The first area is housing quality, such as whether builders are delivering the sort of homes that buyers and communities need, as well as looking at the fairness of estate management fees charged for unadopted roads and other amenities.
It will also look at land management and whether developers’ practice of ‘banking’ land, either before or after receiving planning permission, is anti-competitive.
Other areas include the extent to which local authorities oversee the delivery of homes, and the requirements for builders to include affordable homes.
Finally, it will consider innovation and whether there are circumstances holding back housebuilders from adopting new building techniques or moving towards more sustainable, net zero homes.
What will the CMA focus on in the rented sector?
The consumer enforcement work in the rented sector will focus on the end-to-end experience from a tenant’s perspective, including finding somewhere to live, renting a property, and moving between homes.

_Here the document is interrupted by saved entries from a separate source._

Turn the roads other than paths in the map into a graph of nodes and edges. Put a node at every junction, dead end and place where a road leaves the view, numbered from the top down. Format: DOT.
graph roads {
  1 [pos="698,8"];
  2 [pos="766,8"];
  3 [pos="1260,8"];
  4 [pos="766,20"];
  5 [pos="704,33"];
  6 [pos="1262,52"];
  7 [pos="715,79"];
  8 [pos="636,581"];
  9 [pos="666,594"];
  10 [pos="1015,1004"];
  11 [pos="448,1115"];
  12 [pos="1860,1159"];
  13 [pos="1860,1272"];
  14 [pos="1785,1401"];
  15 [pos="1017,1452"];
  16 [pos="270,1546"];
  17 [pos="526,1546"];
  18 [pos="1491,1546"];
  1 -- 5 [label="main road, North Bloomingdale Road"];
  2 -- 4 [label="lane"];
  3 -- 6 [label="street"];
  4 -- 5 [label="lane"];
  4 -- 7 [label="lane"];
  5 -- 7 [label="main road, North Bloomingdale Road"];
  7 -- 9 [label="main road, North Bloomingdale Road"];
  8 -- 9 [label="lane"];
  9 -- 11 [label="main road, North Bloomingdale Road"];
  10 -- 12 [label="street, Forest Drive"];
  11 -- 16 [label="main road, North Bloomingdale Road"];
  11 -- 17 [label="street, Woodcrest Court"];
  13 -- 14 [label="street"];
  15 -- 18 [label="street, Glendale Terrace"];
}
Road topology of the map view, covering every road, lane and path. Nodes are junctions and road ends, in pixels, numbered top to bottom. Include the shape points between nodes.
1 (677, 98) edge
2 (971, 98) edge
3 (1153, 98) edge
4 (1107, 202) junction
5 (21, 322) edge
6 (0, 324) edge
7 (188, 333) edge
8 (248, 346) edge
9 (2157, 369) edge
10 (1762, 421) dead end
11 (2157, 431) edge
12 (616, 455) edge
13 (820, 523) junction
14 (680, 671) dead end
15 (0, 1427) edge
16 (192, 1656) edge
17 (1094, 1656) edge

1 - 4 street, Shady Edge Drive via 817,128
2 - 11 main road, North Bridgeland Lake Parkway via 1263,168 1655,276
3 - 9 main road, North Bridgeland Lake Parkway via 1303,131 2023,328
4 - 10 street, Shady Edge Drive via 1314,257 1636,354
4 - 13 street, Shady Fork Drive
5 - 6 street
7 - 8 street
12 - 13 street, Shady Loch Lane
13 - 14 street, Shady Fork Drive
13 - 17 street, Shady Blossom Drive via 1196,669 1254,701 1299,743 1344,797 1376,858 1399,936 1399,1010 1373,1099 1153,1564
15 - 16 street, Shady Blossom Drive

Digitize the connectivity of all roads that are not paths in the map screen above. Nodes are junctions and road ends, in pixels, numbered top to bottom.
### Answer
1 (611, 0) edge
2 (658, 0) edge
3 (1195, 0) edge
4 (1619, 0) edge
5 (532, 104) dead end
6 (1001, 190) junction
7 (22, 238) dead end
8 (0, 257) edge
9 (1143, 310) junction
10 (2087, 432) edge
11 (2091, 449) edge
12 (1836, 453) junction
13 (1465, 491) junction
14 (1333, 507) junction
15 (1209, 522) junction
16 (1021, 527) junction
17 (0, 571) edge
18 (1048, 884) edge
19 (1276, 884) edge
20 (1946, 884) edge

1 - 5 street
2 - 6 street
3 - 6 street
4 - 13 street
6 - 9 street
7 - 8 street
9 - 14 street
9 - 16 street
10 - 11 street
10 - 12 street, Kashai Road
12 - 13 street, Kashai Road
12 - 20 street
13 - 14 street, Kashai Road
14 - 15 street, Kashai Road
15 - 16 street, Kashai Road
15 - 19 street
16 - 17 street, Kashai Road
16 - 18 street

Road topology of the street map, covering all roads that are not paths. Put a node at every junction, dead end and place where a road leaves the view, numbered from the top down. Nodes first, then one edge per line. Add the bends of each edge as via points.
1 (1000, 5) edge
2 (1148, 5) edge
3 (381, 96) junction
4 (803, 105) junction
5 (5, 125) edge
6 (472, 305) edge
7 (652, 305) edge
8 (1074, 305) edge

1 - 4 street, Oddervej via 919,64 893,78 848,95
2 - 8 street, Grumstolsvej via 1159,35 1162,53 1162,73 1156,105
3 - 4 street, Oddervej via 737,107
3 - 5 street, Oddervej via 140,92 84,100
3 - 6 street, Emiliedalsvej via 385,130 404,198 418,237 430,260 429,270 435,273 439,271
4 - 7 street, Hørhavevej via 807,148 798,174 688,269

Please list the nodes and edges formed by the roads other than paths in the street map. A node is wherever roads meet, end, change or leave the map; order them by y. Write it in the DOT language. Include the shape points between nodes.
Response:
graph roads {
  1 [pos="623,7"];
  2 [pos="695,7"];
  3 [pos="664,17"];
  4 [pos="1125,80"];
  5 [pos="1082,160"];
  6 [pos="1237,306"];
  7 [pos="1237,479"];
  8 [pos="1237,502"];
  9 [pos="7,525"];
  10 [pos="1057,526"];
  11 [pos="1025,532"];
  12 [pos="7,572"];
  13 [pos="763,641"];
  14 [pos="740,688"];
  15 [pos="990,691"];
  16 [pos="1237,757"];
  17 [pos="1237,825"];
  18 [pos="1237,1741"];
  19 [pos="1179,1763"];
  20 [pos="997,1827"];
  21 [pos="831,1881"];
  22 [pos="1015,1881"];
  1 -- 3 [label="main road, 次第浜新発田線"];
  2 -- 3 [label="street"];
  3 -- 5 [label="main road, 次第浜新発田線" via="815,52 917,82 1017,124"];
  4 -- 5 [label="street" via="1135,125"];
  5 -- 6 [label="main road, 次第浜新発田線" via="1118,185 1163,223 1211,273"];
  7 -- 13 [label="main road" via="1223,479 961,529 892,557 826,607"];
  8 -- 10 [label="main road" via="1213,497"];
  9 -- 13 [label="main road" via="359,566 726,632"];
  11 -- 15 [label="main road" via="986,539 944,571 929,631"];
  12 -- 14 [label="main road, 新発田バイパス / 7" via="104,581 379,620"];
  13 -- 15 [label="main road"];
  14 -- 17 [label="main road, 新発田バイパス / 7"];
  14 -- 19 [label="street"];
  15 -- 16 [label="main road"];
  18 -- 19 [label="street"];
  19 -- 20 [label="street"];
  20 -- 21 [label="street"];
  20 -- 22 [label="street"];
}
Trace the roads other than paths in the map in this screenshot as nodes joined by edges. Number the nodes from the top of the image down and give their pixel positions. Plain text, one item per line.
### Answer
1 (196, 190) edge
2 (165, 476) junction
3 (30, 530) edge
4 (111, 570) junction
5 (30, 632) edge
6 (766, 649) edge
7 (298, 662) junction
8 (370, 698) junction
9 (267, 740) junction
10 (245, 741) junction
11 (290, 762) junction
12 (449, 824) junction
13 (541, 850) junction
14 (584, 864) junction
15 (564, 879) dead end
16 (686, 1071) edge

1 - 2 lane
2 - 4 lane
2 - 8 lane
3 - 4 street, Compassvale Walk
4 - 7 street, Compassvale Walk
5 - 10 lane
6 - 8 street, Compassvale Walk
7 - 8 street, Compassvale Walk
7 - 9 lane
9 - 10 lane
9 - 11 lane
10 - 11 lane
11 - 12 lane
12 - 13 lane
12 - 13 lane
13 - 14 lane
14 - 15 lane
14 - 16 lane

It will also identify any consumer protection issues that may arise, looking at the relationship between tenants and landlords, as well as the role of intermediaries, such as letting agents.
What happens next?
The CMA is able to use compulsory information-gathering powers to examine the housing market to see why it may not be working well for consumers.
The process will enable it to develop a deeper understanding of how housebuilders decide to deliver new homes and their interaction with local authority housing targets.
The study will also consider the issues faced by smaller, regional house-building firms.
Market studies can lead to a range of outcomes, including making recommendations to the government to change regulations or public policy, encouraging businesses to self-regulate, taking consumer or competition law enforcement action against firms, or conducting a more in-depth study.
The CMA must publish its report into the market setting out its findings and any action it plans to take within 12 months.
For the rented sector, the CMA will report on its initial findings and proposed next steps this summer.